Information:
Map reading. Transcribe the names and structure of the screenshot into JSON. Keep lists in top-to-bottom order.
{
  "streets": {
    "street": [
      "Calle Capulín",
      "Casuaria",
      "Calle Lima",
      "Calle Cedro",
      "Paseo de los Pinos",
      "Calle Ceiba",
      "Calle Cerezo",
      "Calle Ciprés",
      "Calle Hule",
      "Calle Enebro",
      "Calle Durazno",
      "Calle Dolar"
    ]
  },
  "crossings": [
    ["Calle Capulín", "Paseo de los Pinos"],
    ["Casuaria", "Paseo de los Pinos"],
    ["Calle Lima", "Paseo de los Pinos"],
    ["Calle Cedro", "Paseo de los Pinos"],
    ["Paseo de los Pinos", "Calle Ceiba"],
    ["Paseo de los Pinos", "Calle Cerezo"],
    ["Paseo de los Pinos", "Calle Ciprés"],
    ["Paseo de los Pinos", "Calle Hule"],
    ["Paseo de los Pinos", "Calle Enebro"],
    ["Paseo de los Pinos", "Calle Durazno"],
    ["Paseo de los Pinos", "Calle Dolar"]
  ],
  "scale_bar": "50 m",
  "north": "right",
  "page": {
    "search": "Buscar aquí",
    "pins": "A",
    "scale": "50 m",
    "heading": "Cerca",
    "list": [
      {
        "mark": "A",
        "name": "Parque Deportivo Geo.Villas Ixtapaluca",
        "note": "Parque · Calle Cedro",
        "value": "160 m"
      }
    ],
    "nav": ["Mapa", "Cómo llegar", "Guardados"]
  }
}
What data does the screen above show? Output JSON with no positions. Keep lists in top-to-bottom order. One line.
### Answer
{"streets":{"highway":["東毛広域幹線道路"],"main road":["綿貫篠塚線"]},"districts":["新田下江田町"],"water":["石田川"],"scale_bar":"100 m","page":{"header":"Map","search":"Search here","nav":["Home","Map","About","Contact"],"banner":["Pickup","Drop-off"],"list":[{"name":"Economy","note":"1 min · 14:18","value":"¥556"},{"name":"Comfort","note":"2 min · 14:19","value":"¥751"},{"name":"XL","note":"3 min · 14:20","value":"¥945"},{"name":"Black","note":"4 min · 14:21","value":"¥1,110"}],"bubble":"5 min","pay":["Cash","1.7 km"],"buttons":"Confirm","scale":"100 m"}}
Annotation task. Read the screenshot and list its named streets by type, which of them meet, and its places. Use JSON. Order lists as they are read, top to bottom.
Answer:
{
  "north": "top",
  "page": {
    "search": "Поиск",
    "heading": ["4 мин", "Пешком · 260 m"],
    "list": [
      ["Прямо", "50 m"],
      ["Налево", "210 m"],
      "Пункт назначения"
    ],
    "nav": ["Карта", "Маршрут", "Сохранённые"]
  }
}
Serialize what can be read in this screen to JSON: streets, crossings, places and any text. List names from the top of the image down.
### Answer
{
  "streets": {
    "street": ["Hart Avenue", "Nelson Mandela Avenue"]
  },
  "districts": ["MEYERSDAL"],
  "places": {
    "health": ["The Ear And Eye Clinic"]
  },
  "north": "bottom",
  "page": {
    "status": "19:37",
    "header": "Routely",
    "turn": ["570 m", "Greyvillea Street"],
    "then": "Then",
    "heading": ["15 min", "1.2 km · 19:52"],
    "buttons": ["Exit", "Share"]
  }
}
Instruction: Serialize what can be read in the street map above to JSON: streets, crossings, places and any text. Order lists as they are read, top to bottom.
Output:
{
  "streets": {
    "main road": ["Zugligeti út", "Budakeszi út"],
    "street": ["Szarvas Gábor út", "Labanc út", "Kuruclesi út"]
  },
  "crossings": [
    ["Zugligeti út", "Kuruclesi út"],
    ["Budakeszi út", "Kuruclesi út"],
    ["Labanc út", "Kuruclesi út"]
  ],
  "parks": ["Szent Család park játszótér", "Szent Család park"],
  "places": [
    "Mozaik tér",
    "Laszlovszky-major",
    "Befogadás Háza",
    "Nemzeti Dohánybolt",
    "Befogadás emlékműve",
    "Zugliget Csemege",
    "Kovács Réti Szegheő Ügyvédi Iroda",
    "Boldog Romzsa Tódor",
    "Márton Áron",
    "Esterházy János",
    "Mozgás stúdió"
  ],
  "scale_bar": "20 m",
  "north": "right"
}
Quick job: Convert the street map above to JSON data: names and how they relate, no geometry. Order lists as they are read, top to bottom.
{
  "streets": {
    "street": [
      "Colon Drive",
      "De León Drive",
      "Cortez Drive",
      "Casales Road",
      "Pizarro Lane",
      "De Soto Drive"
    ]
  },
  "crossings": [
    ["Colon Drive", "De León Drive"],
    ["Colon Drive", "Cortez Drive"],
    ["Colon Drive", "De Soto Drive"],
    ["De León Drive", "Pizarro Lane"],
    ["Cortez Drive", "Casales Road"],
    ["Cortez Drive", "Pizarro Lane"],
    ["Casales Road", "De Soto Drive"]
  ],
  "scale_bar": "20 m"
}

Exercise description: All lines that include the word "Serialize" must be copied from the material above.

Worked solution:
Serialize what can be read in this screen to JSON: streets, crossings, places and any text. List names from the top of the image down.
Instruction: Serialize what can be read in the street map above to JSON: streets, crossings, places and any text. Order lists as they are read, top to bottom.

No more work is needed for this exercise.